Trade Unions and Workers roundtable (Malaysia)
Challenges and wins for trade unions and workers implementing the New Urban Agenda
While representing the large majority of city dwellers and urban communities, city workers –formal or informal, young, women, or migrant – are often invisible and underpaid, working and living in precarious conditions. They build and operate our cities, bringing them to life, providing the essential services urban and local communities need. City workers need decent working conditions, adequate resources and staffing levels, and appropriate health and safety equipment, systems and training to perform their jobs correctly. Instead, the conditions of workers that build and maintain our cities leave much to be desired.
The violation of basic workers’ and trade unions’ rights, precarious employment, poverty wages, the lack of training and safety equipment, as well as the privatization of essential public services, austerity measures and tax avoidance dramatically undermine our cities’ inclusiveness and sustainability. Many operate under extremely difficult conditions: public emergency, building and construction, health and utility as well as migrant workers often lose their lives or get permanently impaired on the job because of such conditions.
It is crucial that urban communities’ stakeholders, mayors, local and central government officials and elected representatives, as well UN Habitat ensure that workers’ and trade union rights are not only non-negotiable human rights, but also preconditions to achieve the NUA’s transformative commitments and the SDGs. Workers and their trade unions are key institutional actors in shaping social, economic and urban policy on an equal footing with social partners local authorities and business, as per the ILO’s tripartite approach.
Guiding questions:
- How are trade unions, workers, mayors and civil society allies implementing the NUA’s transformative commitments to making cities and local communities more equitable and inclusive?
- What are the challenges of public emergency service workers in dealing with the consequences of climate change in cities?

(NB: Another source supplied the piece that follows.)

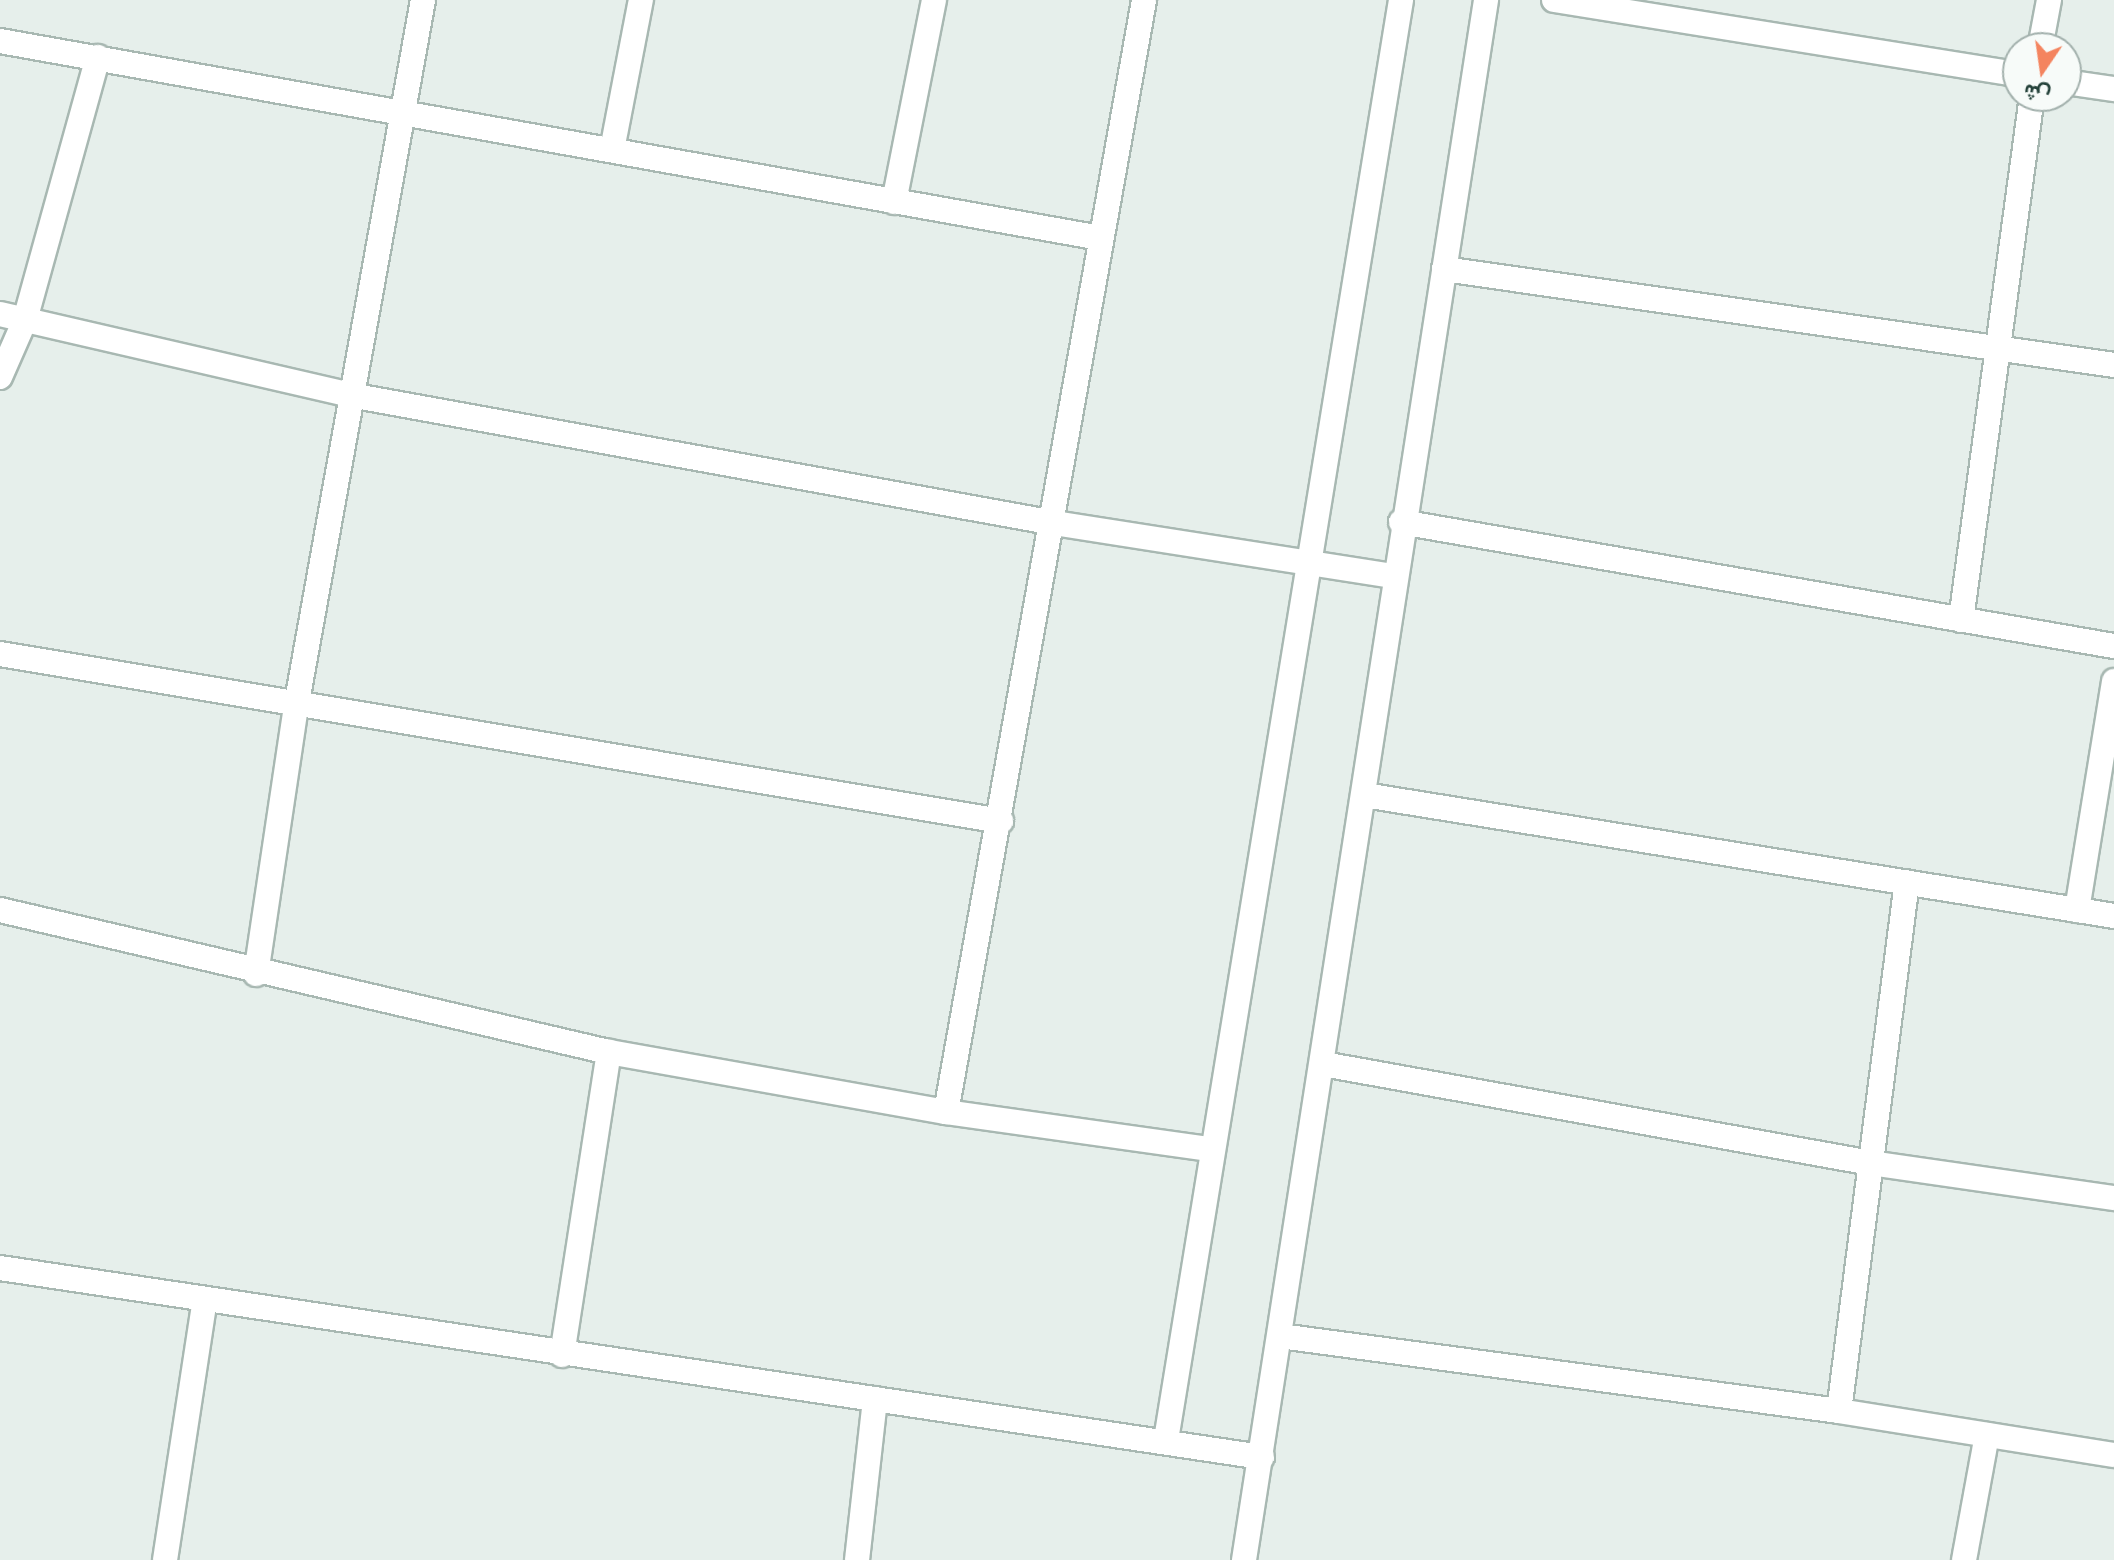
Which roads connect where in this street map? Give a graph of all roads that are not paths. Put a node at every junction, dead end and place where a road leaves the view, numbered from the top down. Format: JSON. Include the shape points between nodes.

- How can decent housing be ensured for construction workers, who build cities and are yet often at the edge of urban centers?
- What is the role of accessible universal, gender and youth responsive-public services in securing urban gender equality?
- How can we design cities and urban institutions so migrant workers have a greater capacity to exercise their rights?
- How can decent work be achieved in municipal waste management services and foster an inclusive urban circular economy?
Moderator:
- Douglas Ragan - UN Habitat, Youth and Livelihoods Unit Leaders
Speakers:
- Daria Cibrario - Public Services International (PSI)
- Gunde Odgard Badkartellet - Denmark, Building and Wood Workers International (BWI)
- Norhayati Abdul Rashid - President, Malayan Nurses Union, Malaysia (PSI)
- Phyo Sandar Soe - Senior Organizer, BWWF of Myanmar (BWI)
- Poonsap Tulaphan - HomeNet Thailand (WIEGO)
- Radha Kumari - Action Aid India
- Edgardo Bilsky - United Cities and Local Governments (UCLG)
- Edmundo Werna - International Labour Organization (ILO)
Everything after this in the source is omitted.